* **Task material**:
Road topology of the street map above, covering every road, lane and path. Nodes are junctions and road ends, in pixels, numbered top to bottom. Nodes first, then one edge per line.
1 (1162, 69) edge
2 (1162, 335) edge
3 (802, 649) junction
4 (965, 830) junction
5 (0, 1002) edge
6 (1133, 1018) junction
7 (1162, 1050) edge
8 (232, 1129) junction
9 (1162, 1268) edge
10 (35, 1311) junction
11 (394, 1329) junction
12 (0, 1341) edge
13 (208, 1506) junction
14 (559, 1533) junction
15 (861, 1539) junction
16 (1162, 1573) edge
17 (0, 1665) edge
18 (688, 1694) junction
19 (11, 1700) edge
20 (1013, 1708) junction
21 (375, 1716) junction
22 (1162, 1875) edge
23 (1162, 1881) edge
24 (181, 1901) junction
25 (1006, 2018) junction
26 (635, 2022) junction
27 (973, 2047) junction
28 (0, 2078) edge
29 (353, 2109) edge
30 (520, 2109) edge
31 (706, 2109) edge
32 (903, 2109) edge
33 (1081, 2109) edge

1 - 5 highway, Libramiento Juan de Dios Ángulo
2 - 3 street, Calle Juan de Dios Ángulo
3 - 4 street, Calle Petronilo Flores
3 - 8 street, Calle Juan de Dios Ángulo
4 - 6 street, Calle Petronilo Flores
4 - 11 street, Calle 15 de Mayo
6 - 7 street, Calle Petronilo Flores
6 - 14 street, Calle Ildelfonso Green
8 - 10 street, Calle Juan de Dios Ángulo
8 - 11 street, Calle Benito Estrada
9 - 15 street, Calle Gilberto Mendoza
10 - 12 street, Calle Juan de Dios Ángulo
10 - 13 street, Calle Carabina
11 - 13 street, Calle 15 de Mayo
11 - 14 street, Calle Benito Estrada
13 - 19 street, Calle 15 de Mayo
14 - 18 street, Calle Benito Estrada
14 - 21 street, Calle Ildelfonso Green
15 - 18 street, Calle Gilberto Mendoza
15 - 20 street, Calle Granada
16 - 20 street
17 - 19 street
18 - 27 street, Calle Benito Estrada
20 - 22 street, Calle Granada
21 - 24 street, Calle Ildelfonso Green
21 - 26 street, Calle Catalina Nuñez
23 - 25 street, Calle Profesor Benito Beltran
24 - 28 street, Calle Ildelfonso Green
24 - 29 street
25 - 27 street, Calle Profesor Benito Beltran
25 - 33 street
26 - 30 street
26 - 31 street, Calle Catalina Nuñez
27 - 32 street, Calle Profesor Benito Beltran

* **What needs to be done**: The listing above is to be restated word for word.

* **Response**:
Road topology of the street map above, covering every road, lane and path. Nodes are junctions and road ends, in pixels, numbered top to bottom. Nodes first, then one edge per line.
1 (1162, 69) edge
2 (1162, 335) edge
3 (802, 649) junction
4 (965, 830) junction
5 (0, 1002) edge
6 (1133, 1018) junction
7 (1162, 1050) edge
8 (232, 1129) junction
9 (1162, 1268) edge
10 (35, 1311) junction
11 (394, 1329) junction
12 (0, 1341) edge
13 (208, 1506) junction
14 (559, 1533) junction
15 (861, 1539) junction
16 (1162, 1573) edge
17 (0, 1665) edge
18 (688, 1694) junction
19 (11, 1700) edge
20 (1013, 1708) junction
21 (375, 1716) junction
22 (1162, 1875) edge
23 (1162, 1881) edge
24 (181, 1901) junction
25 (1006, 2018) junction
26 (635, 2022) junction
27 (973, 2047) junction
28 (0, 2078) edge
29 (353, 2109) edge
30 (520, 2109) edge
31 (706, 2109) edge
32 (903, 2109) edge
33 (1081, 2109) edge

1 - 5 highway, Libramiento Juan de Dios Ángulo
2 - 3 street, Calle Juan de Dios Ángulo
3 - 4 street, Calle Petronilo Flores
3 - 8 street, Calle Juan de Dios Ángulo
4 - 6 street, Calle Petronilo Flores
4 - 11 street, Calle 15 de Mayo
6 - 7 street, Calle Petronilo Flores
6 - 14 street, Calle Ildelfonso Green
8 - 10 street, Calle Juan de Dios Ángulo
8 - 11 street, Calle Benito Estrada
9 - 15 street, Calle Gilberto Mendoza
10 - 12 street, Calle Juan de Dios Ángulo
10 - 13 street, Calle Carabina
11 - 13 street, Calle 15 de Mayo
11 - 14 street, Calle Benito Estrada
13 - 19 street, Calle 15 de Mayo
14 - 18 street, Calle Benito Estrada
14 - 21 street, Calle Ildelfonso Green
15 - 18 street, Calle Gilberto Mendoza
15 - 20 street, Calle Granada
16 - 20 street
17 - 19 street
18 - 27 street, Calle Benito Estrada
20 - 22 street, Calle Granada
21 - 24 street, Calle Ildelfonso Green
21 - 26 street, Calle Catalina Nuñez
23 - 25 street, Calle Profesor Benito Beltran
24 - 28 street, Calle Ildelfonso Green
24 - 29 street
25 - 27 street, Calle Profesor Benito Beltran
25 - 33 street
26 - 30 street
26 - 31 street, Calle Catalina Nuñez
27 - 32 street, Calle Profesor Benito Beltran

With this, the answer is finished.